About 6 years ago, I was new to Corpus Christi, Texas and was facing the prospect of cooking my first Thanksgiving meal by myself. I had always been around some branch of the family or the other, all chipping in and trading recipes, and I was daunted by the task before me. I know that I was only cooking for my little family and some friends, all of whom had eaten my food before, but still I was overwhelmed.
You see, Thanksgiving for me had always been synonymous with family. Lots and lots of family. Our celebrations started early, ran late, and easily hosted a rotating flow of upwards of 30 or so people. It was loud and crazy and filled with so much love that you could feel it in every breath you took. I wanted that feeling and my family.
So, I did what every girl does when overwhelmed and needing comfort- I called my mother. I cried about being alone. She cried about me not being there. I panicked. She comforted. You know how it goes.
But then, she pulled out "The Box". The same one pictured here. My great-grandmother's recipe box. Stock full of family recipes, her own and her mother's and grandmother's, all carefully scrawled on various index cards and papers and tucked away with love. This box carries generations of cooking knowledge. It has been passed down and shared throughout the family for far longer than I have been alive and it will continue to be.
With painstaking care, Mom read Granny's spidery handwriting and gave me her recipe for cornbread dressing. We cried again as we reminisced over the hours long games of canasta that we would play at her little wooden table while we waited for food to cook. We laughed over the fact that her pepper was measured in packets (like she used to get at her local Hardees and hoard like a squirrel). We laughed harder as we tried to figure out how much a "ladle of broth" actually was. I mean, who has the same ladle?!
Over the course of the next days, Mom helped me gather recipes and figure out what could be made ahead so I could push out a grand meal from my pill-box of an apartment kitchen. With much experimentation and no small amount of calls for clarification, I managed to pull off a pretty good version of Granny's cornbread dressing. And when I set that dish down, I realized that I brought so much more than food to the table.
There she was. Oversized robe and curlers, sparkling eyes giving me a wink for a job well done... The memory was so real, I would swear I could have reached out and touched her.
My little family sat down to eat Thanksgiving dinner, complete with her cornbread dressing, Mema's giblet gravy, Uncle Bobby's sweet potato soufflé, and my Momma's strawberry candy for dessert. So many dishes with so many people and so many memories. Suddenly, my kitchen table didn't feel big enough to seat all the people I brought to it. It wasn't large enough to hold the love that was so thick in the air that you could breathe it.

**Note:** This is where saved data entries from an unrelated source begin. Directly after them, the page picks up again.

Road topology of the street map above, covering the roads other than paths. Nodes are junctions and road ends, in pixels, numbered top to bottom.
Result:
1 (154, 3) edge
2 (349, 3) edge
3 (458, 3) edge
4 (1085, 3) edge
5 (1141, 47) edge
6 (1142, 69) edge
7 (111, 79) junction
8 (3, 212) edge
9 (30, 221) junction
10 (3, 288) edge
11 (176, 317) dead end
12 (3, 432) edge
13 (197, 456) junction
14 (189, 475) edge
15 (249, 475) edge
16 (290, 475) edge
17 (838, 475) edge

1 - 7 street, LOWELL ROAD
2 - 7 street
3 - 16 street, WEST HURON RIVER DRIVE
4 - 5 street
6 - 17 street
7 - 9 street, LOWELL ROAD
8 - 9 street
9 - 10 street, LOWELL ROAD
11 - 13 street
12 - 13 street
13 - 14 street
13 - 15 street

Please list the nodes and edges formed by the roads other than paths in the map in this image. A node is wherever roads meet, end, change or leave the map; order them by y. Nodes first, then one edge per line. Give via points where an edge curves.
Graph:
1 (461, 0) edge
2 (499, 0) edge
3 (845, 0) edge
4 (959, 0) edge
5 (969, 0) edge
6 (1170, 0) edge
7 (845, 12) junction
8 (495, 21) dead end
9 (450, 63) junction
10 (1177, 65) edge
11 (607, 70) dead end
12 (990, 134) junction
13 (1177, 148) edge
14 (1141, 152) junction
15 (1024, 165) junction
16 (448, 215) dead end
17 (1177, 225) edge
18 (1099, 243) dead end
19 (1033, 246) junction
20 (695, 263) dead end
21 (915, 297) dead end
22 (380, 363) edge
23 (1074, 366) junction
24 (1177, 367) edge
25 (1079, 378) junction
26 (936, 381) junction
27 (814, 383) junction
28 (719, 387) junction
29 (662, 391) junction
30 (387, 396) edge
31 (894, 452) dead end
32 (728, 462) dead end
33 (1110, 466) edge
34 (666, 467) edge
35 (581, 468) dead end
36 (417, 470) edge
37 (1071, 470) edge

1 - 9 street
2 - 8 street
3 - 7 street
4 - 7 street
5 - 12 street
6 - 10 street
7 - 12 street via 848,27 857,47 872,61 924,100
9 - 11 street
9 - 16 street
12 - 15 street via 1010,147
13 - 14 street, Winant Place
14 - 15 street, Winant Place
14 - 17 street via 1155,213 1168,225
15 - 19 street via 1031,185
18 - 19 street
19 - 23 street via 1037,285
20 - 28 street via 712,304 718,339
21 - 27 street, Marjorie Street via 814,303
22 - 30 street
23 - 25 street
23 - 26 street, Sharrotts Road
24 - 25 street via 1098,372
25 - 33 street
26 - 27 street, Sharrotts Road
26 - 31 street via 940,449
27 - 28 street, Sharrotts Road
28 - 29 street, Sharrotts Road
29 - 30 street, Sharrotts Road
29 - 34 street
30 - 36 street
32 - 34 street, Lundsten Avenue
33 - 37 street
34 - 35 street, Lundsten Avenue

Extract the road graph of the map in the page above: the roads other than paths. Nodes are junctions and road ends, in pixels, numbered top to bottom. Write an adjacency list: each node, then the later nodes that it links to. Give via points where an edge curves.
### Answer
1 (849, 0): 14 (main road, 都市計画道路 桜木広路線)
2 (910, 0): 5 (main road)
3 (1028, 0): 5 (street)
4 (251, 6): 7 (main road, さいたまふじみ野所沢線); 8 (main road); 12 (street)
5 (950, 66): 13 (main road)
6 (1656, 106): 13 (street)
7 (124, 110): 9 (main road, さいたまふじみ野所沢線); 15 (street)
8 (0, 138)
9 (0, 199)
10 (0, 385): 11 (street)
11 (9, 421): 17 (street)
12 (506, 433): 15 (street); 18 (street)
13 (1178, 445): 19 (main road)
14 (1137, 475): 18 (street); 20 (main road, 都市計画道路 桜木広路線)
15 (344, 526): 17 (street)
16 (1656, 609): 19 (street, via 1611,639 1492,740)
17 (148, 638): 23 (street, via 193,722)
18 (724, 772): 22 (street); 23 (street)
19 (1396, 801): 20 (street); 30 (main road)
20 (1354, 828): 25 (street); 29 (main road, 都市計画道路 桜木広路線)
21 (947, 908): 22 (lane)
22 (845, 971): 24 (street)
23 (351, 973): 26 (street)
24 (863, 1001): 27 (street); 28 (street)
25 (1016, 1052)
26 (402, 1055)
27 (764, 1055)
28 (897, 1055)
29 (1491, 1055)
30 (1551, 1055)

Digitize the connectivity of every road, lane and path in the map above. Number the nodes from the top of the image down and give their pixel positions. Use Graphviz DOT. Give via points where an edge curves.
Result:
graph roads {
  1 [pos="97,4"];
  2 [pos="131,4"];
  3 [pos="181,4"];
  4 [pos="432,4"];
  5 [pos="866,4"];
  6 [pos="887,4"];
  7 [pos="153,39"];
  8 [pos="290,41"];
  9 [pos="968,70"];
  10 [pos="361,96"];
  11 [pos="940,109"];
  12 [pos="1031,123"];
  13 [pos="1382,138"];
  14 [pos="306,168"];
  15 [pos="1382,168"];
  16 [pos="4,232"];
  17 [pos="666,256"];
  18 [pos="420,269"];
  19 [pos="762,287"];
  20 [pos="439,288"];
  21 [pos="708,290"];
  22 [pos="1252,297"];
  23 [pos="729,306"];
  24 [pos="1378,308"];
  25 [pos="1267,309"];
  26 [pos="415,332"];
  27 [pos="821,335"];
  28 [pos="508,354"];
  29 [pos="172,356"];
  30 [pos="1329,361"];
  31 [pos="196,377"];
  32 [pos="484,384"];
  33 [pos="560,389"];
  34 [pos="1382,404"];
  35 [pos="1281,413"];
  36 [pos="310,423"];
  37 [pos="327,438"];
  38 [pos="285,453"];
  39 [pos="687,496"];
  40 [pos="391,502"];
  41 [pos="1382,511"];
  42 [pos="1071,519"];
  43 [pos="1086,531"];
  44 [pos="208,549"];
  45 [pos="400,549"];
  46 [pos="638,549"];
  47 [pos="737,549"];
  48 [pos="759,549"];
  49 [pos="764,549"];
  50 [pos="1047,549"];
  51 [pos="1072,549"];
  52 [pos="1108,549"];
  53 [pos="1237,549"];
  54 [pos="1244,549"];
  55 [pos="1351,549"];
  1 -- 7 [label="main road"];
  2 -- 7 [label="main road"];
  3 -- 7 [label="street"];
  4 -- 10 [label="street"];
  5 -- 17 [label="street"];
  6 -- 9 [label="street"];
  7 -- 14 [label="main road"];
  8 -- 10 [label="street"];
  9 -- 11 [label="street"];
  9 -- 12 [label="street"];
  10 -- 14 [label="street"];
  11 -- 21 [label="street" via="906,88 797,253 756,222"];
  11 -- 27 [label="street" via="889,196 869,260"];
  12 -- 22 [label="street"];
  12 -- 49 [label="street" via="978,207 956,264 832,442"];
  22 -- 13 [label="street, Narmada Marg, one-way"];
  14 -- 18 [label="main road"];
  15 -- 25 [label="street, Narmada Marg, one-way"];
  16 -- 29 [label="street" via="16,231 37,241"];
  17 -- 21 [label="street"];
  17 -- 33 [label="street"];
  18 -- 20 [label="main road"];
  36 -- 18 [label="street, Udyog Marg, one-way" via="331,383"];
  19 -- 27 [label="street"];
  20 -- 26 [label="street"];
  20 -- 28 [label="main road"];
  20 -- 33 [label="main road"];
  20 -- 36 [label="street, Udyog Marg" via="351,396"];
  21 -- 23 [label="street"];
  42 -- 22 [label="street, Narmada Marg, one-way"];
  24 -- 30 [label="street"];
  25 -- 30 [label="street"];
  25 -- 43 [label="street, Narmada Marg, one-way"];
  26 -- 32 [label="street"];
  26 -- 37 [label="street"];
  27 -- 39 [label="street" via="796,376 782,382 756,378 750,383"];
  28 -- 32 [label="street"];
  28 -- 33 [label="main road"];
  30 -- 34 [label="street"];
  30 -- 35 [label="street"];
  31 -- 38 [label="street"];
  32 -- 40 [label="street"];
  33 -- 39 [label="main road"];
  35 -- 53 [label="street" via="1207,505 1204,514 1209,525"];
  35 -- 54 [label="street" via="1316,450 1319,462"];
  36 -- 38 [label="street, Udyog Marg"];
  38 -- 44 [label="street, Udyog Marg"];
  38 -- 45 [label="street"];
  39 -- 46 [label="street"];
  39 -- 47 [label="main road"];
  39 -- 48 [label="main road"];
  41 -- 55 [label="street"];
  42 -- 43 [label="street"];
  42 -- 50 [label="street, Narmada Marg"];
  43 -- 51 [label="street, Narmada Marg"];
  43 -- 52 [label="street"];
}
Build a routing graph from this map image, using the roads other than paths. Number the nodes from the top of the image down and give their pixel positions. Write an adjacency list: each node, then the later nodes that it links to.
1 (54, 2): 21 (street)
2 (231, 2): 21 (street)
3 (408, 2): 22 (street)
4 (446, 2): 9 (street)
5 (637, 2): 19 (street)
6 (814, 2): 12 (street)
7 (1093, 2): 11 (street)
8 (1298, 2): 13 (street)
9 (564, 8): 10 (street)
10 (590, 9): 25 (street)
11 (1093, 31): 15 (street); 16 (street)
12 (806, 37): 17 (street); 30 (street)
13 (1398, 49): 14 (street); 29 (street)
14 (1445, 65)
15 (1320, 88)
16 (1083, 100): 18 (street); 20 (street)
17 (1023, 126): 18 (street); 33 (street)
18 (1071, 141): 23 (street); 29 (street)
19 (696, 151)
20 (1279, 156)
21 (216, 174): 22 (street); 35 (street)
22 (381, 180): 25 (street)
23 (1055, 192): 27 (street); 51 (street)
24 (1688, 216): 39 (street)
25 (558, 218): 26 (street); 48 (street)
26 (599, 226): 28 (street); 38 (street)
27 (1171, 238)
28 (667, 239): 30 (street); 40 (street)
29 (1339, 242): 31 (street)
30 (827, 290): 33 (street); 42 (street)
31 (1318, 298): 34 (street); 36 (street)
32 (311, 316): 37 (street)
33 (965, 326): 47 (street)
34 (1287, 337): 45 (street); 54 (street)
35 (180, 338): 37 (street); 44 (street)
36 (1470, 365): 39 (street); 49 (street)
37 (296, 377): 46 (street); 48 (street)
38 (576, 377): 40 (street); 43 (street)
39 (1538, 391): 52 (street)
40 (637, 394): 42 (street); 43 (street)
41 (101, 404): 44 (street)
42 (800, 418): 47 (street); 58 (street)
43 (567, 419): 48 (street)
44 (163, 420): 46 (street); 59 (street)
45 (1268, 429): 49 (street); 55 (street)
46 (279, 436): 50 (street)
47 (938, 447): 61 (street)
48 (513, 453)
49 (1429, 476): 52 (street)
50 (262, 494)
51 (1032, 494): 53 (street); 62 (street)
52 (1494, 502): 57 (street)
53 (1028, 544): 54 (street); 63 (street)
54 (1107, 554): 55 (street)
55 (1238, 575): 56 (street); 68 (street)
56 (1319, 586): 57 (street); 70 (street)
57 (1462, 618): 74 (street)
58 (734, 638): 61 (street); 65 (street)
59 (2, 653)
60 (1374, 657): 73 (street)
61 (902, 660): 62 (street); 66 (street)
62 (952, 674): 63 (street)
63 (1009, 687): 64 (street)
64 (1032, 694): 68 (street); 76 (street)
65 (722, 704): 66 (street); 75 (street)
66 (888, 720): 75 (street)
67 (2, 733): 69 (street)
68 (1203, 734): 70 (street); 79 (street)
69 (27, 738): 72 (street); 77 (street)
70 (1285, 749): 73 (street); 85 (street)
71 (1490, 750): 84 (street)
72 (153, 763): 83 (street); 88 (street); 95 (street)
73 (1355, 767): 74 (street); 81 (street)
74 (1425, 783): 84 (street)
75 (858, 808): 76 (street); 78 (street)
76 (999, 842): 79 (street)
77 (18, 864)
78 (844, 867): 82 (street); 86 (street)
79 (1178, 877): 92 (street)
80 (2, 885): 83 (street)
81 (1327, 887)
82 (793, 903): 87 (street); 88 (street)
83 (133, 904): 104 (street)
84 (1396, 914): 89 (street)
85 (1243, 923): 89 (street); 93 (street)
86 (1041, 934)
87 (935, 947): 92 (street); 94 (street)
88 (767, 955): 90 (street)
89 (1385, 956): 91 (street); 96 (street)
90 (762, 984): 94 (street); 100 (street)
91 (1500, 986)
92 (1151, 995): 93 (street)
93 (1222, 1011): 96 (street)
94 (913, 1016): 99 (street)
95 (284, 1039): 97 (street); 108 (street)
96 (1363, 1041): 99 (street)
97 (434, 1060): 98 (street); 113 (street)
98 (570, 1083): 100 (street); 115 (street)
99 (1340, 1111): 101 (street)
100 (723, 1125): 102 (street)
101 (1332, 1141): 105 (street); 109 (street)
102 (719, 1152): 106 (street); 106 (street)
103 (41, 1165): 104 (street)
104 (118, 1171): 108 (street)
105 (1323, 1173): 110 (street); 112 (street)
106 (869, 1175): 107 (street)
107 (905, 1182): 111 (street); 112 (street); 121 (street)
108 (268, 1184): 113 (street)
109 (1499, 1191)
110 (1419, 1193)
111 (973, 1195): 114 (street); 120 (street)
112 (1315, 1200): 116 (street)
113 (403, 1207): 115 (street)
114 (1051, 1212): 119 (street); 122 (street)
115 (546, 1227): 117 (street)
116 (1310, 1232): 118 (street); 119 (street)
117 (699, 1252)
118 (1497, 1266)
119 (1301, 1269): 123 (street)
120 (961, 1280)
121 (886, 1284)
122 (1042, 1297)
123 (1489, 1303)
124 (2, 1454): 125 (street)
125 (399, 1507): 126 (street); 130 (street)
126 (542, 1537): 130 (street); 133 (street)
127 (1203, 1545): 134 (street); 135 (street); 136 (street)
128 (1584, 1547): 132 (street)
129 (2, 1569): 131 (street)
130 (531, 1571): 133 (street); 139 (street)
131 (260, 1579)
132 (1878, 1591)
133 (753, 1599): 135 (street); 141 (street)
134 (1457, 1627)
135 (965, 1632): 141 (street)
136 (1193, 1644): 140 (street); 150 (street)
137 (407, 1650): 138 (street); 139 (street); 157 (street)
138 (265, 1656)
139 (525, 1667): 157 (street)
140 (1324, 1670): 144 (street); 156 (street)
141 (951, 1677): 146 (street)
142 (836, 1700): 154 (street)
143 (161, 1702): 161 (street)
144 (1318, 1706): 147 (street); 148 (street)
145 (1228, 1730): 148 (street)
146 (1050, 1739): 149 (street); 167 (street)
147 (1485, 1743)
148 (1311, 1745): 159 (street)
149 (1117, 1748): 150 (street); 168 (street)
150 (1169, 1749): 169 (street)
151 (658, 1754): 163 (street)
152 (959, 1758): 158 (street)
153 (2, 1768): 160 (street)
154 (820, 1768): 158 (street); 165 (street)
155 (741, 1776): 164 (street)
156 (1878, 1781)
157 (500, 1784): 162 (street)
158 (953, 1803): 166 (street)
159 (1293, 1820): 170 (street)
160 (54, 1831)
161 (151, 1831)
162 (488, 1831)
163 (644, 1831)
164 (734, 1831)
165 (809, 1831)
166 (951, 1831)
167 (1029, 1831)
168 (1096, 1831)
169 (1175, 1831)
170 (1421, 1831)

And I wasn't lonely anymore.
I think that this was truly the moment that I fell in love with food and cooking. I've said it before, and I'll say it again, food is tradition you can taste. At that moment, right then, I realized that it wasn't just what went in the belly that was important, it was what went into what goes in the belly. It's the pound cake that no one can ever make as good as Granny, even with her recipe. But when you smell it cooking, you can picture those green cabinets and yellowed tile and you know it's a special occasion. It's seeing Grandma smile at you from over her shoulder while you cook down the fatback for her red rice.
From our family to yours, have a wonderful Thanksgiving. We pray that you build memories, trade recipes, and feel overwhelming love.